───── RECORD EXCERPTS ─────
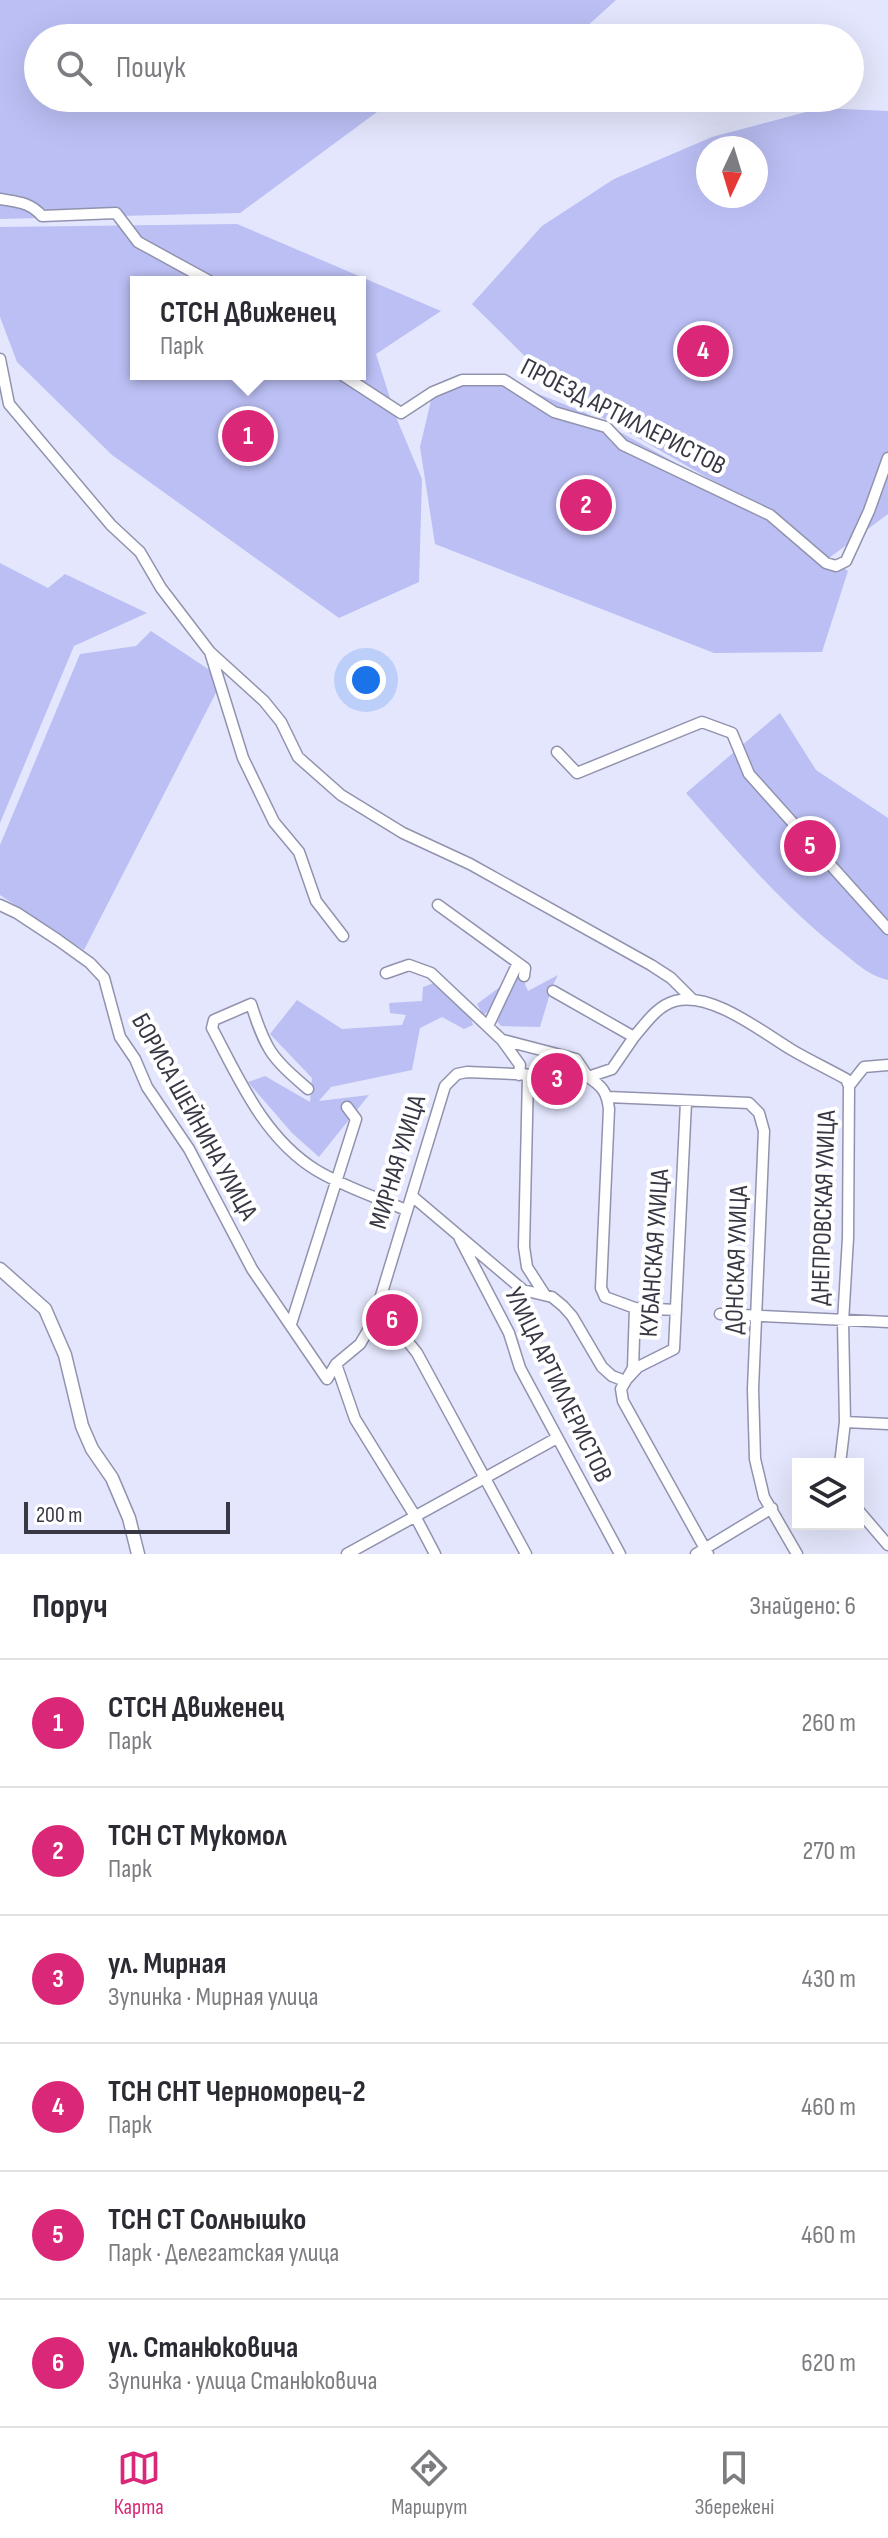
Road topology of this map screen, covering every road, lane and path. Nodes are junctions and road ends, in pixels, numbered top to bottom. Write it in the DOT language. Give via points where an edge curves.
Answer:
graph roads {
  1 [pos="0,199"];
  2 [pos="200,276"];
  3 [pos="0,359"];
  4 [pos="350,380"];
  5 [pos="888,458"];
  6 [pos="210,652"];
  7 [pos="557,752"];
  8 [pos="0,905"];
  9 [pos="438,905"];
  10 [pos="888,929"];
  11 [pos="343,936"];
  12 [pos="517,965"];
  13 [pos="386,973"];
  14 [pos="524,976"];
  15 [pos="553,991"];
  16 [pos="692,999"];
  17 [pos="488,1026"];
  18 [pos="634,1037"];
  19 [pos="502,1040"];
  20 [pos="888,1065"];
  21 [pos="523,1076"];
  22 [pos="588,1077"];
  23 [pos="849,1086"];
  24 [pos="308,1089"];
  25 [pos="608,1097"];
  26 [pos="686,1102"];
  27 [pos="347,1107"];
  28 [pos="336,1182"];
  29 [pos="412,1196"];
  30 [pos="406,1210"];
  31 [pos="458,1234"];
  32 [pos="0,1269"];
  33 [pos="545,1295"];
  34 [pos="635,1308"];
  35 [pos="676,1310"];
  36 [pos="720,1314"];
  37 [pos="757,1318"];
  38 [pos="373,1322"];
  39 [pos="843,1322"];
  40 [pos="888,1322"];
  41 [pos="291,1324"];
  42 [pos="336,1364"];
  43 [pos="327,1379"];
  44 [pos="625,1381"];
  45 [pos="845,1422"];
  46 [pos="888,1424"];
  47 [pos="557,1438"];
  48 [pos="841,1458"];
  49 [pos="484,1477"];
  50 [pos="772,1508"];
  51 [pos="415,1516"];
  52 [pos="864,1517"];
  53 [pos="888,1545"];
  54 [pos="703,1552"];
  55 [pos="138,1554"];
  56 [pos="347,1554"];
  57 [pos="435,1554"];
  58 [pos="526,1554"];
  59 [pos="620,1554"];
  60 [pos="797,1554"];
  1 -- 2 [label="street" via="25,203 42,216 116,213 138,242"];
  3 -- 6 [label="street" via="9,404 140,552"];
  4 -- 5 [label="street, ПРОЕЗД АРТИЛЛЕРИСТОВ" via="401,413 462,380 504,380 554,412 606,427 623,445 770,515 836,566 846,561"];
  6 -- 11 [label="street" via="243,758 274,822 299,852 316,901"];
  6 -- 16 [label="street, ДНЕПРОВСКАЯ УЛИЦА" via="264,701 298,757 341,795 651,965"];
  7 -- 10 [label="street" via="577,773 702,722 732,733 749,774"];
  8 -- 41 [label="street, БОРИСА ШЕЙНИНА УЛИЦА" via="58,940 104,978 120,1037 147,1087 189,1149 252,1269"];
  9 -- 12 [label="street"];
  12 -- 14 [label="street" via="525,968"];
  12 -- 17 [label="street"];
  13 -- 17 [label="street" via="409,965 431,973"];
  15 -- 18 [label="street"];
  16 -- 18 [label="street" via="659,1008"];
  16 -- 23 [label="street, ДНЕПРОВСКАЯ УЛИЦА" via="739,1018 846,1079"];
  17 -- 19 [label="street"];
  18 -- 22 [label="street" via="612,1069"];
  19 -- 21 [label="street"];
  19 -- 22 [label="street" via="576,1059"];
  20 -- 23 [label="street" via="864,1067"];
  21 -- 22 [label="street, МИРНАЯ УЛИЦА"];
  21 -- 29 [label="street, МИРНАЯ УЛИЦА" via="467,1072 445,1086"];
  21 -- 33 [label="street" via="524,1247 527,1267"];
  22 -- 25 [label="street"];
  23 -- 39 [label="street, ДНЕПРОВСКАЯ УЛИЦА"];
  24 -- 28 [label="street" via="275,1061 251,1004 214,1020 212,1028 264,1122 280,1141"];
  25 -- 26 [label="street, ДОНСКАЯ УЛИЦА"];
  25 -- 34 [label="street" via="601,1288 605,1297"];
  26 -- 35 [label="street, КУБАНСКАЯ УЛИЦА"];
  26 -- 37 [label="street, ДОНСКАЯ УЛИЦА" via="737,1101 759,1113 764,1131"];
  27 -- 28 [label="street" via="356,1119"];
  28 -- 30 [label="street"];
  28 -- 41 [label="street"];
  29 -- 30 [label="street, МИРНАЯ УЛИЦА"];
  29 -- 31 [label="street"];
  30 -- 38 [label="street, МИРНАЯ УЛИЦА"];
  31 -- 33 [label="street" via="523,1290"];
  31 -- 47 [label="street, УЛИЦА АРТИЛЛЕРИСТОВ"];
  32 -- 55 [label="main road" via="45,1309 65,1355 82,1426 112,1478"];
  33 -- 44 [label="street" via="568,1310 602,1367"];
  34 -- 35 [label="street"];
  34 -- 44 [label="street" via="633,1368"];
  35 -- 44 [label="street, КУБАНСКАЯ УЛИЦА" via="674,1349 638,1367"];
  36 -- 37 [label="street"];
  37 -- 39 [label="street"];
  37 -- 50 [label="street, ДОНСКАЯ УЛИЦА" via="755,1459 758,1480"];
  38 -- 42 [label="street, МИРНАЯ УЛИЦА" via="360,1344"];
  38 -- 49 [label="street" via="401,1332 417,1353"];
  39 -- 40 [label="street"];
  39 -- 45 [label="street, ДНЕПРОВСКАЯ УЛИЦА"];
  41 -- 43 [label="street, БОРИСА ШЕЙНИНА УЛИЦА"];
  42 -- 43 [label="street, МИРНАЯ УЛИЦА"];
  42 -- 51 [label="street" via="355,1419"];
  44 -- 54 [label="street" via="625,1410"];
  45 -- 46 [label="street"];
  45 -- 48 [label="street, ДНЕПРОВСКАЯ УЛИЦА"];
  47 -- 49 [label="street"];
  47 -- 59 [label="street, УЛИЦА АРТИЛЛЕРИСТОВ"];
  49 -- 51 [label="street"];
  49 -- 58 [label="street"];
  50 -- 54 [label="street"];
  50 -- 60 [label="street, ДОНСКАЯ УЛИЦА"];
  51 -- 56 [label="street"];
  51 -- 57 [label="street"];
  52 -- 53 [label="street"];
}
─────
■ **WORK ORDER**:
Copy the data above line for line, skipping every picture.

■ **SOLVED EXERCISE**:
Road topology of this map screen, covering every road, lane and path. Nodes are junctions and road ends, in pixels, numbered top to bottom. Write it in the DOT language. Give via points where an edge curves.
Answer:
graph roads {
  1 [pos="0,199"];
  2 [pos="200,276"];
  3 [pos="0,359"];
  4 [pos="350,380"];
  5 [pos="888,458"];
  6 [pos="210,652"];
  7 [pos="557,752"];
  8 [pos="0,905"];
  9 [pos="438,905"];
  10 [pos="888,929"];
  11 [pos="343,936"];
  12 [pos="517,965"];
  13 [pos="386,973"];
  14 [pos="524,976"];
  15 [pos="553,991"];
  16 [pos="692,999"];
  17 [pos="488,1026"];
  18 [pos="634,1037"];
  19 [pos="502,1040"];
  20 [pos="888,1065"];
  21 [pos="523,1076"];
  22 [pos="588,1077"];
  23 [pos="849,1086"];
  24 [pos="308,1089"];
  25 [pos="608,1097"];
  26 [pos="686,1102"];
  27 [pos="347,1107"];
  28 [pos="336,1182"];
  29 [pos="412,1196"];
  30 [pos="406,1210"];
  31 [pos="458,1234"];
  32 [pos="0,1269"];
  33 [pos="545,1295"];
  34 [pos="635,1308"];
  35 [pos="676,1310"];
  36 [pos="720,1314"];
  37 [pos="757,1318"];
  38 [pos="373,1322"];
  39 [pos="843,1322"];
  40 [pos="888,1322"];
  41 [pos="291,1324"];
  42 [pos="336,1364"];
  43 [pos="327,1379"];
  44 [pos="625,1381"];
  45 [pos="845,1422"];
  46 [pos="888,1424"];
  47 [pos="557,1438"];
  48 [pos="841,1458"];
  49 [pos="484,1477"];
  50 [pos="772,1508"];
  51 [pos="415,1516"];
  52 [pos="864,1517"];
  53 [pos="888,1545"];
  54 [pos="703,1552"];
  55 [pos="138,1554"];
  56 [pos="347,1554"];
  57 [pos="435,1554"];
  58 [pos="526,1554"];
  59 [pos="620,1554"];
  60 [pos="797,1554"];
  1 -- 2 [label="street" via="25,203 42,216 116,213 138,242"];
  3 -- 6 [label="street" via="9,404 140,552"];
  4 -- 5 [label="street, ПРОЕЗД АРТИЛЛЕРИСТОВ" via="401,413 462,380 504,380 554,412 606,427 623,445 770,515 836,566 846,561"];
  6 -- 11 [label="street" via="243,758 274,822 299,852 316,901"];
  6 -- 16 [label="street, ДНЕПРОВСКАЯ УЛИЦА" via="264,701 298,757 341,795 651,965"];
  7 -- 10 [label="street" via="577,773 702,722 732,733 749,774"];
  8 -- 41 [label="street, БОРИСА ШЕЙНИНА УЛИЦА" via="58,940 104,978 120,1037 147,1087 189,1149 252,1269"];
  9 -- 12 [label="street"];
  12 -- 14 [label="street" via="525,968"];
  12 -- 17 [label="street"];
  13 -- 17 [label="street" via="409,965 431,973"];
  15 -- 18 [label="street"];
  16 -- 18 [label="street" via="659,1008"];
  16 -- 23 [label="street, ДНЕПРОВСКАЯ УЛИЦА" via="739,1018 846,1079"];
  17 -- 19 [label="street"];
  18 -- 22 [label="street" via="612,1069"];
  19 -- 21 [label="street"];
  19 -- 22 [label="street" via="576,1059"];
  20 -- 23 [label="street" via="864,1067"];
  21 -- 22 [label="street, МИРНАЯ УЛИЦА"];
  21 -- 29 [label="street, МИРНАЯ УЛИЦА" via="467,1072 445,1086"];
  21 -- 33 [label="street" via="524,1247 527,1267"];
  22 -- 25 [label="street"];
  23 -- 39 [label="street, ДНЕПРОВСКАЯ УЛИЦА"];
  24 -- 28 [label="street" via="275,1061 251,1004 214,1020 212,1028 264,1122 280,1141"];
  25 -- 26 [label="street, ДОНСКАЯ УЛИЦА"];
  25 -- 34 [label="street" via="601,1288 605,1297"];
  26 -- 35 [label="street, КУБАНСКАЯ УЛИЦА"];
  26 -- 37 [label="street, ДОНСКАЯ УЛИЦА" via="737,1101 759,1113 764,1131"];
  27 -- 28 [label="street" via="356,1119"];
  28 -- 30 [label="street"];
  28 -- 41 [label="street"];
  29 -- 30 [label="street, МИРНАЯ УЛИЦА"];
  29 -- 31 [label="street"];
  30 -- 38 [label="street, МИРНАЯ УЛИЦА"];
  31 -- 33 [label="street" via="523,1290"];
  31 -- 47 [label="street, УЛИЦА АРТИЛЛЕРИСТОВ"];
  32 -- 55 [label="main road" via="45,1309 65,1355 82,1426 112,1478"];
  33 -- 44 [label="street" via="568,1310 602,1367"];
  34 -- 35 [label="street"];
  34 -- 44 [label="street" via="633,1368"];
  35 -- 44 [label="street, КУБАНСКАЯ УЛИЦА" via="674,1349 638,1367"];
  36 -- 37 [label="street"];
  37 -- 39 [label="street"];
  37 -- 50 [label="street, ДОНСКАЯ УЛИЦА" via="755,1459 758,1480"];
  38 -- 42 [label="street, МИРНАЯ УЛИЦА" via="360,1344"];
  38 -- 49 [label="street" via="401,1332 417,1353"];
  39 -- 40 [label="street"];
  39 -- 45 [label="street, ДНЕПРОВСКАЯ УЛИЦА"];
  41 -- 43 [label="street, БОРИСА ШЕЙНИНА УЛИЦА"];
  42 -- 43 [label="street, МИРНАЯ УЛИЦА"];
  42 -- 51 [label="street" via="355,1419"];
  44 -- 54 [label="street" via="625,1410"];
  45 -- 46 [label="street"];
  45 -- 48 [label="street, ДНЕПРОВСКАЯ УЛИЦА"];
  47 -- 49 [label="street"];
  47 -- 59 [label="street, УЛИЦА АРТИЛЛЕРИСТОВ"];
  49 -- 51 [label="street"];
  49 -- 58 [label="street"];
  50 -- 54 [label="street"];
  50 -- 60 [label="street, ДОНСКАЯ УЛИЦА"];
  51 -- 56 [label="street"];
  51 -- 57 [label="street"];
  52 -- 53 [label="street"];
}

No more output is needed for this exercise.